Stored items from a collection:
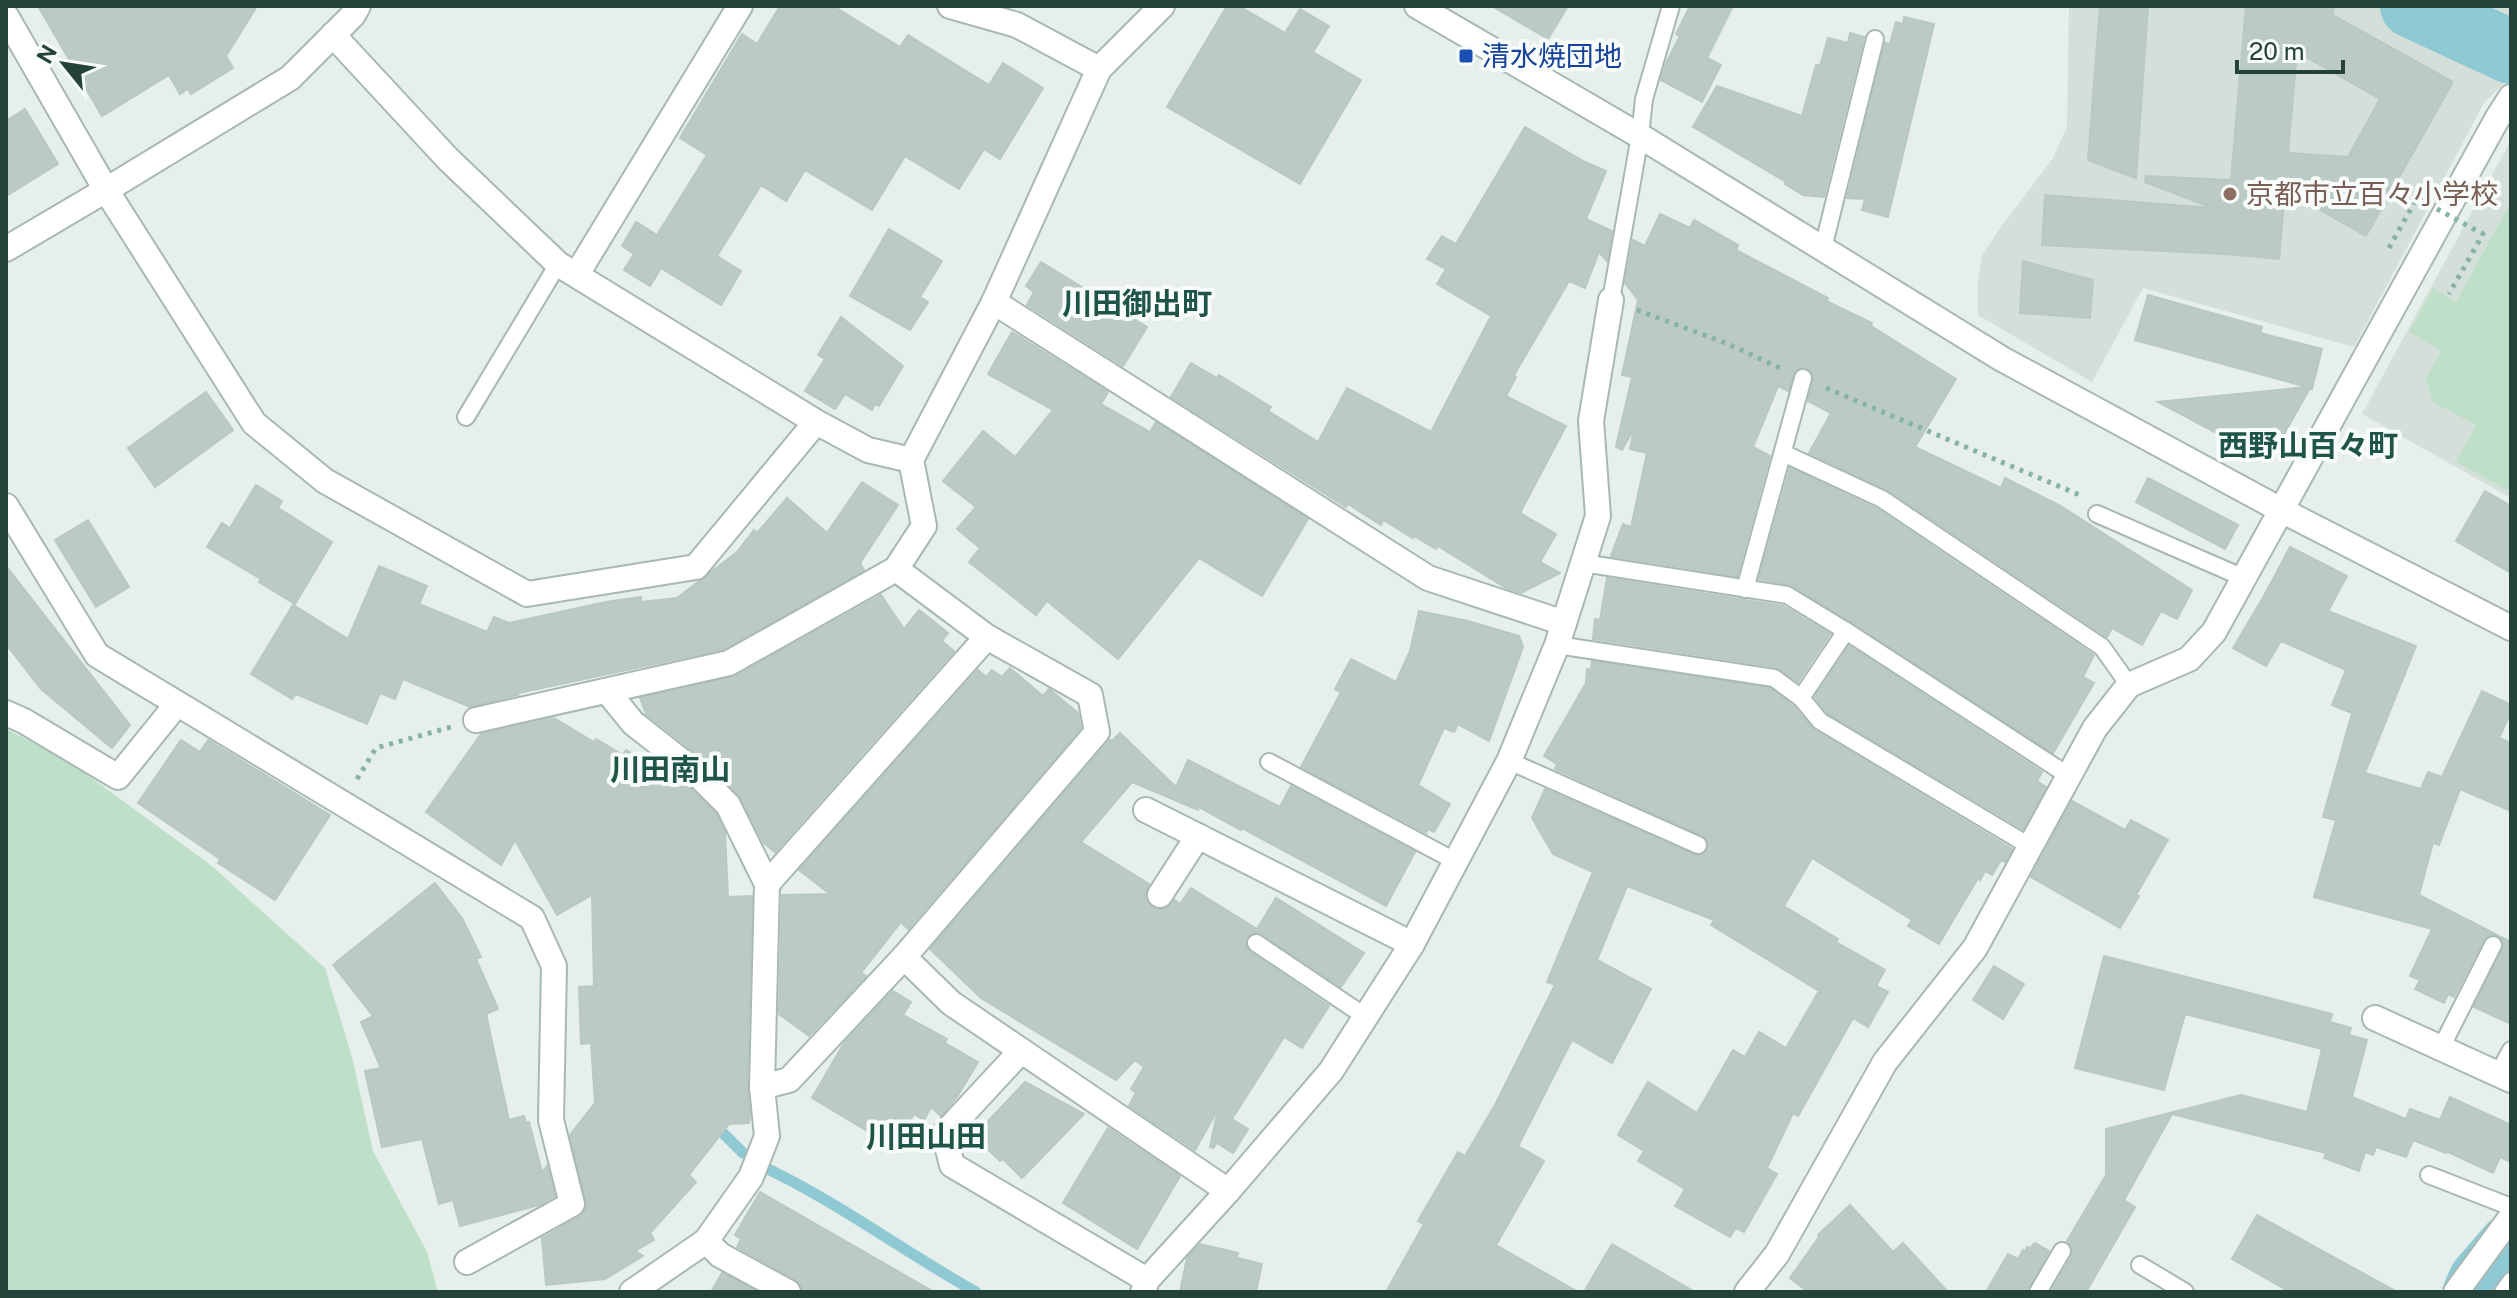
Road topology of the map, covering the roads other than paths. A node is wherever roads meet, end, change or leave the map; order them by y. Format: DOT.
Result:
graph roads {
  1 [pos="358,6"];
  2 [pos="740,6"];
  3 [pos="950,6"];
  4 [pos="1162,6"];
  5 [pos="1417,6"];
  6 [pos="1671,6"];
  7 [pos="6,16"];
  8 [pos="333,35"];
  9 [pos="1875,39"];
  10 [pos="1099,69"];
  11 [pos="2511,97"];
  12 [pos="1640,136"];
  13 [pos="106,190"];
  14 [pos="1823,248"];
  15 [pos="6,249"];
  16 [pos="568,269"];
  17 [pos="1611,300"];
  18 [pos="994,302"];
  19 [pos="1803,378"];
  20 [pos="466,417"];
  21 [pos="816,422"];
  22 [pos="1783,453"];
  23 [pos="911,460"];
  24 [pos="6,506"];
  25 [pos="2281,510"];
  26 [pos="2097,514"];
  27 [pos="1583,563"];
  28 [pos="896,569"];
  29 [pos="2244,578"];
  30 [pos="1745,589"];
  31 [pos="2511,628"];
  32 [pos="1846,631"];
  33 [pos="1560,634"];
  34 [pos="987,637"];
  35 [pos="2129,685"];
  36 [pos="607,691"];
  37 [pos="1801,698"];
  38 [pos="177,704"];
  39 [pos="6,713"];
  40 [pos="476,720"];
  41 [pos="1509,761"];
  42 [pos="1269,762"];
  43 [pos="2069,776"];
  44 [pos="1146,810"];
  45 [pos="1198,836"];
  46 [pos="1698,845"];
  47 [pos="2031,847"];
  48 [pos="1455,861"];
  49 [pos="767,884"];
  50 [pos="1160,895"];
  51 [pos="1256,943"];
  52 [pos="1412,944"];
  53 [pos="2493,945"];
  54 [pos="904,957"];
  55 [pos="1366,1017"];
  56 [pos="2375,1018"];
  57 [pos="2441,1048"];
  58 [pos="2511,1050"];
  59 [pos="1021,1051"];
  60 [pos="2504,1077"];
  61 [pos="762,1087"];
  62 [pos="2429,1175"];
  63 [pos="1228,1191"];
  64 [pos="2511,1207"];
  65 [pos="2511,1217"];
  66 [pos="706,1241"];
  67 [pos="2062,1251"];
  68 [pos="467,1262"];
  69 [pos="2140,1265"];
  70 [pos="2511,1281"];
  71 [pos="1145,1286"];
  72 [pos="2467,1287"];
  73 [pos="632,1292"];
  74 [pos="788,1292"];
  75 [pos="1747,1292"];
  76 [pos="2038,1292"];
  77 [pos="2185,1292"];
  78 [pos="2503,1292"];
  1 -- 8 [label="street"];
  2 -- 16 [label="street"];
  3 -- 10 [label="street"];
  4 -- 10 [label="street"];
  5 -- 12 [label="street"];
  6 -- 12 [label="lane"];
  7 -- 13 [label="street"];
  8 -- 13 [label="street"];
  8 -- 16 [label="street"];
  9 -- 14 [label="lane"];
  10 -- 18 [label="street"];
  11 -- 25 [label="street"];
  12 -- 14 [label="street"];
  12 -- 17 [label="lane"];
  13 -- 15 [label="street"];
  13 -- 21 [label="street"];
  14 -- 25 [label="street"];
  16 -- 20 [label="lane"];
  16 -- 21 [label="street"];
  17 -- 27 [label="street"];
  18 -- 23 [label="street"];
  18 -- 33 [label="street"];
  19 -- 22 [label="lane"];
  21 -- 23 [label="street"];
  22 -- 30 [label="lane"];
  22 -- 35 [label="lane"];
  23 -- 28 [label="street"];
  24 -- 38 [label="street"];
  25 -- 29 [label="street"];
  25 -- 31 [label="street"];
  26 -- 29 [label="lane"];
  27 -- 30 [label="lane"];
  27 -- 33 [label="street"];
  28 -- 34 [label="street"];
  28 -- 36 [label="street"];
  29 -- 35 [label="street"];
  30 -- 32 [label="lane"];
  32 -- 37 [label="lane"];
  32 -- 43 [label="lane"];
  33 -- 37 [label="lane"];
  33 -- 41 [label="street"];
  34 -- 49 [label="street"];
  34 -- 54 [label="street"];
  35 -- 43 [label="street"];
  36 -- 40 [label="street"];
  36 -- 49 [label="street"];
  37 -- 47 [label="lane"];
  38 -- 39 [label="street"];
  38 -- 68 [label="street"];
  41 -- 46 [label="lane"];
  41 -- 48 [label="street"];
  42 -- 48 [label="lane"];
  43 -- 47 [label="street"];
  44 -- 45 [label="street"];
  45 -- 50 [label="street"];
  45 -- 52 [label="street"];
  47 -- 75 [label="street"];
  48 -- 52 [label="street"];
  49 -- 61 [label="street"];
  51 -- 55 [label="lane"];
  52 -- 55 [label="street"];
  53 -- 57 [label="lane"];
  54 -- 59 [label="street"];
  54 -- 61 [label="street"];
  55 -- 63 [label="street"];
  56 -- 57 [label="street"];
  57 -- 60 [label="street"];
  58 -- 60 [label="lane"];
  59 -- 63 [label="street"];
  59 -- 71 [label="street"];
  61 -- 66 [label="street"];
  62 -- 64 [label="lane"];
  63 -- 71 [label="street"];
  65 -- 72 [label="street"];
  66 -- 73 [label="street"];
  66 -- 74 [label="street"];
  67 -- 76 [label="lane"];
  69 -- 77 [label="lane"];
  70 -- 78 [label="lane"];
}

* **TASK OBJECTIVE**
Except for the pictures, set down all of the records exactly.

* **OUTPUT**
Road topology of the map, covering the roads other than paths. A node is wherever roads meet, end, change or leave the map; order them by y. Format: DOT.
Result:
graph roads {
  1 [pos="358,6"];
  2 [pos="740,6"];
  3 [pos="950,6"];
  4 [pos="1162,6"];
  5 [pos="1417,6"];
  6 [pos="1671,6"];
  7 [pos="6,16"];
  8 [pos="333,35"];
  9 [pos="1875,39"];
  10 [pos="1099,69"];
  11 [pos="2511,97"];
  12 [pos="1640,136"];
  13 [pos="106,190"];
  14 [pos="1823,248"];
  15 [pos="6,249"];
  16 [pos="568,269"];
  17 [pos="1611,300"];
  18 [pos="994,302"];
  19 [pos="1803,378"];
  20 [pos="466,417"];
  21 [pos="816,422"];
  22 [pos="1783,453"];
  23 [pos="911,460"];
  24 [pos="6,506"];
  25 [pos="2281,510"];
  26 [pos="2097,514"];
  27 [pos="1583,563"];
  28 [pos="896,569"];
  29 [pos="2244,578"];
  30 [pos="1745,589"];
  31 [pos="2511,628"];
  32 [pos="1846,631"];
  33 [pos="1560,634"];
  34 [pos="987,637"];
  35 [pos="2129,685"];
  36 [pos="607,691"];
  37 [pos="1801,698"];
  38 [pos="177,704"];
  39 [pos="6,713"];
  40 [pos="476,720"];
  41 [pos="1509,761"];
  42 [pos="1269,762"];
  43 [pos="2069,776"];
  44 [pos="1146,810"];
  45 [pos="1198,836"];
  46 [pos="1698,845"];
  47 [pos="2031,847"];
  48 [pos="1455,861"];
  49 [pos="767,884"];
  50 [pos="1160,895"];
  51 [pos="1256,943"];
  52 [pos="1412,944"];
  53 [pos="2493,945"];
  54 [pos="904,957"];
  55 [pos="1366,1017"];
  56 [pos="2375,1018"];
  57 [pos="2441,1048"];
  58 [pos="2511,1050"];
  59 [pos="1021,1051"];
  60 [pos="2504,1077"];
  61 [pos="762,1087"];
  62 [pos="2429,1175"];
  63 [pos="1228,1191"];
  64 [pos="2511,1207"];
  65 [pos="2511,1217"];
  66 [pos="706,1241"];
  67 [pos="2062,1251"];
  68 [pos="467,1262"];
  69 [pos="2140,1265"];
  70 [pos="2511,1281"];
  71 [pos="1145,1286"];
  72 [pos="2467,1287"];
  73 [pos="632,1292"];
  74 [pos="788,1292"];
  75 [pos="1747,1292"];
  76 [pos="2038,1292"];
  77 [pos="2185,1292"];
  78 [pos="2503,1292"];
  1 -- 8 [label="street"];
  2 -- 16 [label="street"];
  3 -- 10 [label="street"];
  4 -- 10 [label="street"];
  5 -- 12 [label="street"];
  6 -- 12 [label="lane"];
  7 -- 13 [label="street"];
  8 -- 13 [label="street"];
  8 -- 16 [label="street"];
  9 -- 14 [label="lane"];
  10 -- 18 [label="street"];
  11 -- 25 [label="street"];
  12 -- 14 [label="street"];
  12 -- 17 [label="lane"];
  13 -- 15 [label="street"];
  13 -- 21 [label="street"];
  14 -- 25 [label="street"];
  16 -- 20 [label="lane"];
  16 -- 21 [label="street"];
  17 -- 27 [label="street"];
  18 -- 23 [label="street"];
  18 -- 33 [label="street"];
  19 -- 22 [label="lane"];
  21 -- 23 [label="street"];
  22 -- 30 [label="lane"];
  22 -- 35 [label="lane"];
  23 -- 28 [label="street"];
  24 -- 38 [label="street"];
  25 -- 29 [label="street"];
  25 -- 31 [label="street"];
  26 -- 29 [label="lane"];
  27 -- 30 [label="lane"];
  27 -- 33 [label="street"];
  28 -- 34 [label="street"];
  28 -- 36 [label="street"];
  29 -- 35 [label="street"];
  30 -- 32 [label="lane"];
  32 -- 37 [label="lane"];
  32 -- 43 [label="lane"];
  33 -- 37 [label="lane"];
  33 -- 41 [label="street"];
  34 -- 49 [label="street"];
  34 -- 54 [label="street"];
  35 -- 43 [label="street"];
  36 -- 40 [label="street"];
  36 -- 49 [label="street"];
  37 -- 47 [label="lane"];
  38 -- 39 [label="street"];
  38 -- 68 [label="street"];
  41 -- 46 [label="lane"];
  41 -- 48 [label="street"];
  42 -- 48 [label="lane"];
  43 -- 47 [label="street"];
  44 -- 45 [label="street"];
  45 -- 50 [label="street"];
  45 -- 52 [label="street"];
  47 -- 75 [label="street"];
  48 -- 52 [label="street"];
  49 -- 61 [label="street"];
  51 -- 55 [label="lane"];
  52 -- 55 [label="street"];
  53 -- 57 [label="lane"];
  54 -- 59 [label="street"];
  54 -- 61 [label="street"];
  55 -- 63 [label="street"];
  56 -- 57 [label="street"];
  57 -- 60 [label="street"];
  58 -- 60 [label="lane"];
  59 -- 63 [label="street"];
  59 -- 71 [label="street"];
  61 -- 66 [label="street"];
  62 -- 64 [label="lane"];
  63 -- 71 [label="street"];
  65 -- 72 [label="street"];
  66 -- 73 [label="street"];
  66 -- 74 [label="street"];
  67 -- 76 [label="lane"];
  69 -- 77 [label="lane"];
  70 -- 78 [label="lane"];
}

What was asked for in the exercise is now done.